Les « deals » de fusions-acquisitions avaient déjà atteint un record de 2.400 milliards de dollars dans le monde entre janvier et mai et l’euphorie semble loin d’être terminée. Jamie Dimon, le patron de JP Morgan, a déclaré qu’il s’attendait à ce que le prochain trimestre (3ème trimestre 2021) soit « l’un des meilleurs trimestres que vous n’ayez jamais vus » dans cette activité. Il parle d’une hausse d’environ 20% encore pour la suite. 

Les Etats-Unis, le premier marché au monde des fusions-acquisitions, ont à eux seuls enregistré pour 1.210 milliards de dollars d’opérations entre janvier et mai 2021, soit une hausse de 281 % sur un an, selon Refinitiv. Partout dans le monde, les grands porteurs de ces deals sont les SPAC (Special Purpose Acquisition Companies). Ces acquisitions sont passées de 8,8 milliards de dollars en 2020 à 348 milliards en 2021, sur la période de janvier à mai.

Une SPAC est une société sans activité opérationnelle et dont les titres sont émis sur un marché boursier en vue d’une acquisition ou d’une fusion future dans un secteur particulier et avant une échéance déterminée.

Les SPAC sont l’un des nombreux signes d’exubérance des marchés financiers notamment depuis le début de 2021. En effet, avec la nouvelle situation macro- économique depuis le COVID, les investisseurs ont été dans l’obligation de faire une rotation de leurs portefeuilles dû aux taux d’intérêts bas pour espérer de nouveaux rendements. Cela a donc engendré des prises de risques de plus en plus importantes ce qui a engendré une forme d’hyper spéculation. Les marchés étant aussi inondés de liquidités par les banques centrales, cela engendre par mécanisme une volatilité moindre car les carnets d’ordres ne manqueront presque jamais de liquidités pour tout type d’ordre.  Ce nouveau paradigme des marchés financiers a fait que malgré un contexte économique et financier catastrophique, les investisseurs sont devenus de moins en moins averses au risque et n’ont pas hésité à prendre des risques sur tout type d’investissement pouvant générer un rendement à près de 3 chiffres, tel que les IPO traditionnelles mais de plus en plus via les SPACs. Les propriétaires des entreprises sont assurés de pouvoir vendre leurs titres à un prix très élevé, depuis janvier, les indices boursiers enchaînent les records historiques.

Selon la patronne de la Bourse de New York, Stacey Cunningham, la frénésie des SPAC est due en partie au fait que les sociétés ont réalisé que la collecte de fonds sur les marchés privés – à ce sujet, lire notre article sur Le Capital Investissement – était « soudainement plus coûteuse », alors que les entreprises optant pour le marché boursier collectent « très facilement et efficacement » des fonds sur les marchés publics.

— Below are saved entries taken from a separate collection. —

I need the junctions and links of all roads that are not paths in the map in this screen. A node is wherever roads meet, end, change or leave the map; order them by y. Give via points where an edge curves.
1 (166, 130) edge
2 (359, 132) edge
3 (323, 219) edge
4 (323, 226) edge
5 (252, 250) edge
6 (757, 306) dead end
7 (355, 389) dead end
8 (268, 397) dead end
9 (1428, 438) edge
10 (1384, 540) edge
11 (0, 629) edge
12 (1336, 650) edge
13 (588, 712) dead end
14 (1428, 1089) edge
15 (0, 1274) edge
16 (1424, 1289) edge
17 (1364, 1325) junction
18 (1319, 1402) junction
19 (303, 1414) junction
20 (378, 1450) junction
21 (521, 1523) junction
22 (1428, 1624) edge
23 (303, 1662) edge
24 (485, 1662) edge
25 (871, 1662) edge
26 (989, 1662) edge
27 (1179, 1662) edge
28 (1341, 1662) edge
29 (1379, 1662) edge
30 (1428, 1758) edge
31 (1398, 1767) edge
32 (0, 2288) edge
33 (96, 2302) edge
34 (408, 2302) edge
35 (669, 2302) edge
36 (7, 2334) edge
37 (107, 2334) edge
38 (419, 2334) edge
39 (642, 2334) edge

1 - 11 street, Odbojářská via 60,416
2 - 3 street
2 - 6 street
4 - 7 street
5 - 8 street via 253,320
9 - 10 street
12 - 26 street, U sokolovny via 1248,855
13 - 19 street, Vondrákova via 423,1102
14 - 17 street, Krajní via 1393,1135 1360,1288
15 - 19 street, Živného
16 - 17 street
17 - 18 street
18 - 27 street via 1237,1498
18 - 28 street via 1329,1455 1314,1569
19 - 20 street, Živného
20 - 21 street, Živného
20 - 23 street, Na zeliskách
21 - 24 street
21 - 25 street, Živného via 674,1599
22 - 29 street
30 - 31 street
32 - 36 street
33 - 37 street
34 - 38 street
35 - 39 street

Depuis le 1er janvier et jusque juin 2021, à l’échelle mondiale, selon Dealogic, 876 nouvelles entreprises se sont présentées à la cotation sur les marchés pour un montant total de 233 milliards de dollars. Ce sont des chiffres que nous n’avions pas connu depuis la bulle technologique dans les années 2000. Pour comparaison, pour l’année 2020 dans sa totalité, qui était déjà une année record, étaient comptabilisées 1.500 sociétés cotées pour 331 milliards de dollars levés. Ainsi, en 6 mois, sont déjà réalisées plus de la moitié des IPO de 2020. A eux seuls, les Etats-Unis totalisent deux tiers des fonds levés dans le monde ce qui représente environ 155 milliards. Sur ces 155 milliards, plus de 90 milliards ont été récoltés par des SPAC soit 58%. Les secteurs les plus ciblés ces dernières années sont la technologie, l’énergie et la finance.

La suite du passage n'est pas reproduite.